_Task to carry out_
One line at a time, check the entries below for the word "roads", and copy each line that has it.

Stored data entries
- - -

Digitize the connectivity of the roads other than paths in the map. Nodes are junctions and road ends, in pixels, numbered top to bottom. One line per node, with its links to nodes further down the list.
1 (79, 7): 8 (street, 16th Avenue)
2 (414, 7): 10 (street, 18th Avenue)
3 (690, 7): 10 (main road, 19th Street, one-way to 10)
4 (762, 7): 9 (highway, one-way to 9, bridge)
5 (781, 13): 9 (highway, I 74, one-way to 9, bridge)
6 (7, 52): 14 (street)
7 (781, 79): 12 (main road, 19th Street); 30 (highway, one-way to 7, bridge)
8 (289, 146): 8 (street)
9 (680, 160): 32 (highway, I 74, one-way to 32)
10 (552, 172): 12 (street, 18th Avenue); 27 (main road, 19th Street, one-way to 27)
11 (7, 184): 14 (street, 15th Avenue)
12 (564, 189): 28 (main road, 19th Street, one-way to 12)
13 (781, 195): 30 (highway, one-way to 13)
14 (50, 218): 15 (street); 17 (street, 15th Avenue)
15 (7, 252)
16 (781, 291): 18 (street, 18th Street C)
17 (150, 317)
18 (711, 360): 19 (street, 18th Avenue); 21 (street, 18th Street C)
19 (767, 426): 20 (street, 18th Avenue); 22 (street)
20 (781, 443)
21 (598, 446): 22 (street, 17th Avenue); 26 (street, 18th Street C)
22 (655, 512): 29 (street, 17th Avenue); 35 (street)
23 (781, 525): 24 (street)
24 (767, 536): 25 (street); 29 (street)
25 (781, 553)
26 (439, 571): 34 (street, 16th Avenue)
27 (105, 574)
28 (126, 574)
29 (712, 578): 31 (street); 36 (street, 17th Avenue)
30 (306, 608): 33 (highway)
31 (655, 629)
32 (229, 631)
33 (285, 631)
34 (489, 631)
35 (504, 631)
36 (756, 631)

- - -

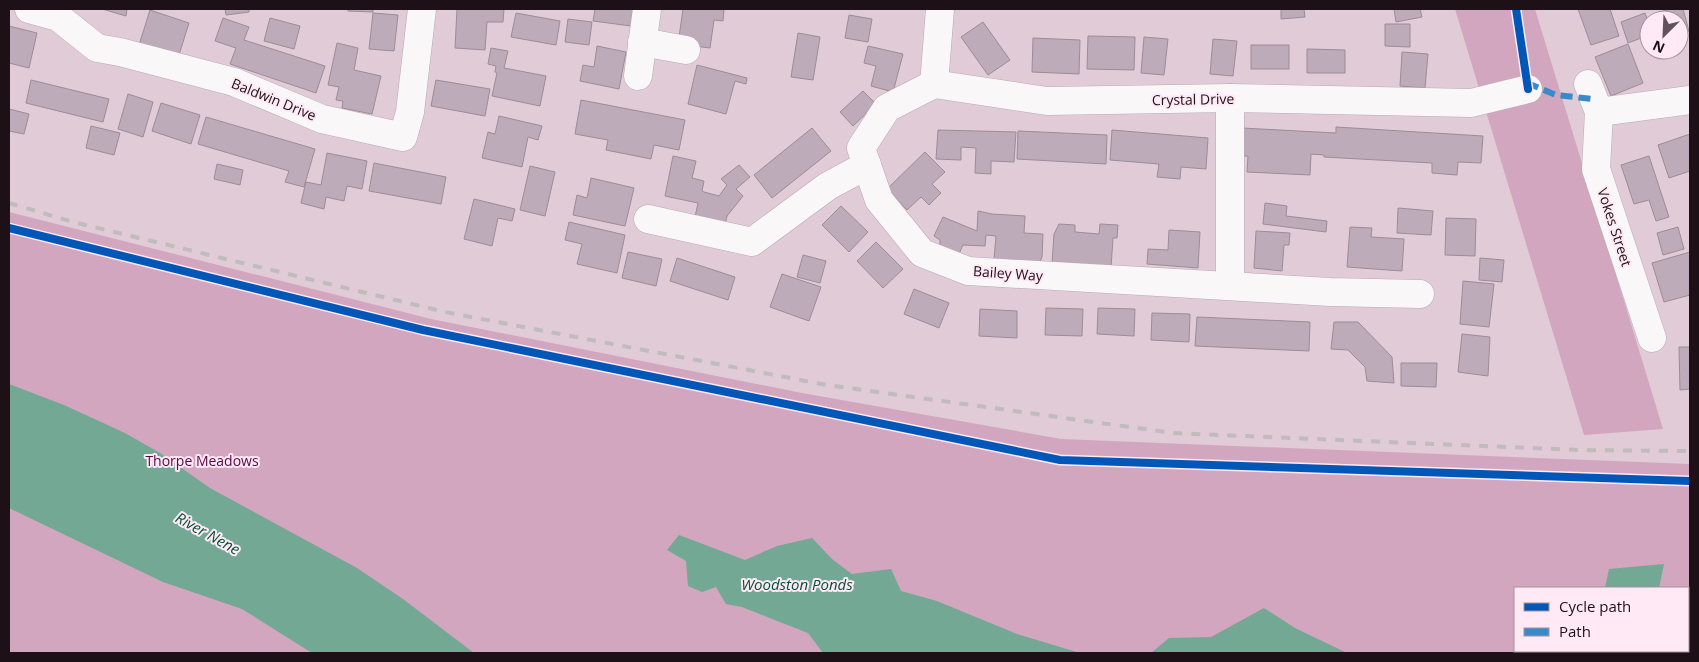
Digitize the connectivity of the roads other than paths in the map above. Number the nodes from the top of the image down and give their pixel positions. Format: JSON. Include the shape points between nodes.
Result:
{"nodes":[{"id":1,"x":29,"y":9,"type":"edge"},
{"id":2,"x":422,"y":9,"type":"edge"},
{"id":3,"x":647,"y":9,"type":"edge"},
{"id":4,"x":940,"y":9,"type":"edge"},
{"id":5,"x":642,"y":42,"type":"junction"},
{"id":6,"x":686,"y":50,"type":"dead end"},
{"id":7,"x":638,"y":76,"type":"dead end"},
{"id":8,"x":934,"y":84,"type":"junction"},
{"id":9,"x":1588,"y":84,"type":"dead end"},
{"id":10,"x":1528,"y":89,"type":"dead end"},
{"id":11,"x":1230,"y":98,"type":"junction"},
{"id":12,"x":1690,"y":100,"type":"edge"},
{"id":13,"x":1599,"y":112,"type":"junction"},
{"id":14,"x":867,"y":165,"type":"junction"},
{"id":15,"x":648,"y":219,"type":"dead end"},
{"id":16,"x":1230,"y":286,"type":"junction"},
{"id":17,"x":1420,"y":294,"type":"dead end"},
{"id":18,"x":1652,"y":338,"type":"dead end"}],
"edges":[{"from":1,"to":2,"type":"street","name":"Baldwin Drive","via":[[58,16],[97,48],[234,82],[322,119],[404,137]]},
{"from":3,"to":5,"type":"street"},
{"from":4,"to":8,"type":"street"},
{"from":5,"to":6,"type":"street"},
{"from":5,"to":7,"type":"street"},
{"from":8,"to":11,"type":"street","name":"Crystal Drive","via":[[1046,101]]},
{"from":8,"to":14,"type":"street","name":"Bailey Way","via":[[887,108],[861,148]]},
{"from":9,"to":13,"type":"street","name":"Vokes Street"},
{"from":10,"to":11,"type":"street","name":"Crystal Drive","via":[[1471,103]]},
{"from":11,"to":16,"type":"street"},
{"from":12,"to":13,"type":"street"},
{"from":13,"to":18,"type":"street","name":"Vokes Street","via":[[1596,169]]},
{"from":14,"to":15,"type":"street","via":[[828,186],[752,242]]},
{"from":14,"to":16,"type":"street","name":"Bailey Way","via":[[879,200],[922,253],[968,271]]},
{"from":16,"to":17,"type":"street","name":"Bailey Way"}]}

- - -

_Completed task_
Digitize the connectivity of the roads other than paths in the map. Nodes are junctions and road ends, in pixels, numbered top to bottom. One line per node, with its links to nodes further down the list.
Digitize the connectivity of the roads other than paths in the map above. Number the nodes from the top of the image down and give their pixel positions. Format: JSON. Include the shape points between nodes.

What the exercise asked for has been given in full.